--- TASK TO CARRY OUT ---
Please give the data below again in full, exactly as it stands.

^^^^^^^^^^^^^^^^

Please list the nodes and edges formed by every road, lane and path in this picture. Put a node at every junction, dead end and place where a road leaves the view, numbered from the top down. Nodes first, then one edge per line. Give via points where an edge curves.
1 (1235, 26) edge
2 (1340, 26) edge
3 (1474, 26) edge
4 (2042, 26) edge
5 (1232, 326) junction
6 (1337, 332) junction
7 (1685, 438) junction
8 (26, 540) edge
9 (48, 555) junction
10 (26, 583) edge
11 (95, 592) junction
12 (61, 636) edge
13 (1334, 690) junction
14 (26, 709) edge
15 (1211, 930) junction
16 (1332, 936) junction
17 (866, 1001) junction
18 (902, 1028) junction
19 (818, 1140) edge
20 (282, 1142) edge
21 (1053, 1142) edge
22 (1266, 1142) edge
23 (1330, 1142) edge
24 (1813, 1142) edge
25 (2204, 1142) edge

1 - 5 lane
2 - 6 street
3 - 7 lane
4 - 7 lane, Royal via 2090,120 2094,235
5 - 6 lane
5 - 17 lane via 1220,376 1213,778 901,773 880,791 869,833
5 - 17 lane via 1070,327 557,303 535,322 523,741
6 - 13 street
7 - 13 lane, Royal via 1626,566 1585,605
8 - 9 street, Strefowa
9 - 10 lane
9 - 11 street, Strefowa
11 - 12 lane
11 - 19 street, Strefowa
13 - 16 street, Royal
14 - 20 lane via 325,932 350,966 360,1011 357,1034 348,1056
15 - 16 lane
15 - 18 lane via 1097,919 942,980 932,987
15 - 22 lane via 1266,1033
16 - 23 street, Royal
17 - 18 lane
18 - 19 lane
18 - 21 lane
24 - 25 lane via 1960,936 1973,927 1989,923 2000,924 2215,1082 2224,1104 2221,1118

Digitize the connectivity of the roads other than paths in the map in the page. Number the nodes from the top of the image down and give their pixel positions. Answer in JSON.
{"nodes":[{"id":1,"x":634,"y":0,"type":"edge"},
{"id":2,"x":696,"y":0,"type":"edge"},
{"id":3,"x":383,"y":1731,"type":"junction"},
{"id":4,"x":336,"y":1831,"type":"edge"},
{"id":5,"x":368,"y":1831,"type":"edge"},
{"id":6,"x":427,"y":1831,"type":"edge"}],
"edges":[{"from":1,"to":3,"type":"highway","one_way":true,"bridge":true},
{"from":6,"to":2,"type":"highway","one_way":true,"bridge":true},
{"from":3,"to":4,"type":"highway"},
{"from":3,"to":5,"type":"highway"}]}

^^^^^^^^^^^^^^^^

--- OUTPUT BELOW ---
Please list the nodes and edges formed by every road, lane and path in this picture. Put a node at every junction, dead end and place where a road leaves the view, numbered from the top down. Nodes first, then one edge per line. Give via points where an edge curves.
1 (1235, 26) edge
2 (1340, 26) edge
3 (1474, 26) edge
4 (2042, 26) edge
5 (1232, 326) junction
6 (1337, 332) junction
7 (1685, 438) junction
8 (26, 540) edge
9 (48, 555) junction
10 (26, 583) edge
11 (95, 592) junction
12 (61, 636) edge
13 (1334, 690) junction
14 (26, 709) edge
15 (1211, 930) junction
16 (1332, 936) junction
17 (866, 1001) junction
18 (902, 1028) junction
19 (818, 1140) edge
20 (282, 1142) edge
21 (1053, 1142) edge
22 (1266, 1142) edge
23 (1330, 1142) edge
24 (1813, 1142) edge
25 (2204, 1142) edge

1 - 5 lane
2 - 6 street
3 - 7 lane
4 - 7 lane, Royal via 2090,120 2094,235
5 - 6 lane
5 - 17 lane via 1220,376 1213,778 901,773 880,791 869,833
5 - 17 lane via 1070,327 557,303 535,322 523,741
6 - 13 street
7 - 13 lane, Royal via 1626,566 1585,605
8 - 9 street, Strefowa
9 - 10 lane
9 - 11 street, Strefowa
11 - 12 lane
11 - 19 street, Strefowa
13 - 16 street, Royal
14 - 20 lane via 325,932 350,966 360,1011 357,1034 348,1056
15 - 16 lane
15 - 18 lane via 1097,919 942,980 932,987
15 - 22 lane via 1266,1033
16 - 23 street, Royal
17 - 18 lane
18 - 19 lane
18 - 21 lane
24 - 25 lane via 1960,936 1973,927 1989,923 2000,924 2215,1082 2224,1104 2221,1118

Digitize the connectivity of the roads other than paths in the map in the page. Number the nodes from the top of the image down and give their pixel positions. Answer in JSON.
{"nodes":[{"id":1,"x":634,"y":0,"type":"edge"},
{"id":2,"x":696,"y":0,"type":"edge"},
{"id":3,"x":383,"y":1731,"type":"junction"},
{"id":4,"x":336,"y":1831,"type":"edge"},
{"id":5,"x":368,"y":1831,"type":"edge"},
{"id":6,"x":427,"y":1831,"type":"edge"}],
"edges":[{"from":1,"to":3,"type":"highway","one_way":true,"bridge":true},
{"from":6,"to":2,"type":"highway","one_way":true,"bridge":true},
{"from":3,"to":4,"type":"highway"},
{"from":3,"to":5,"type":"highway"}]}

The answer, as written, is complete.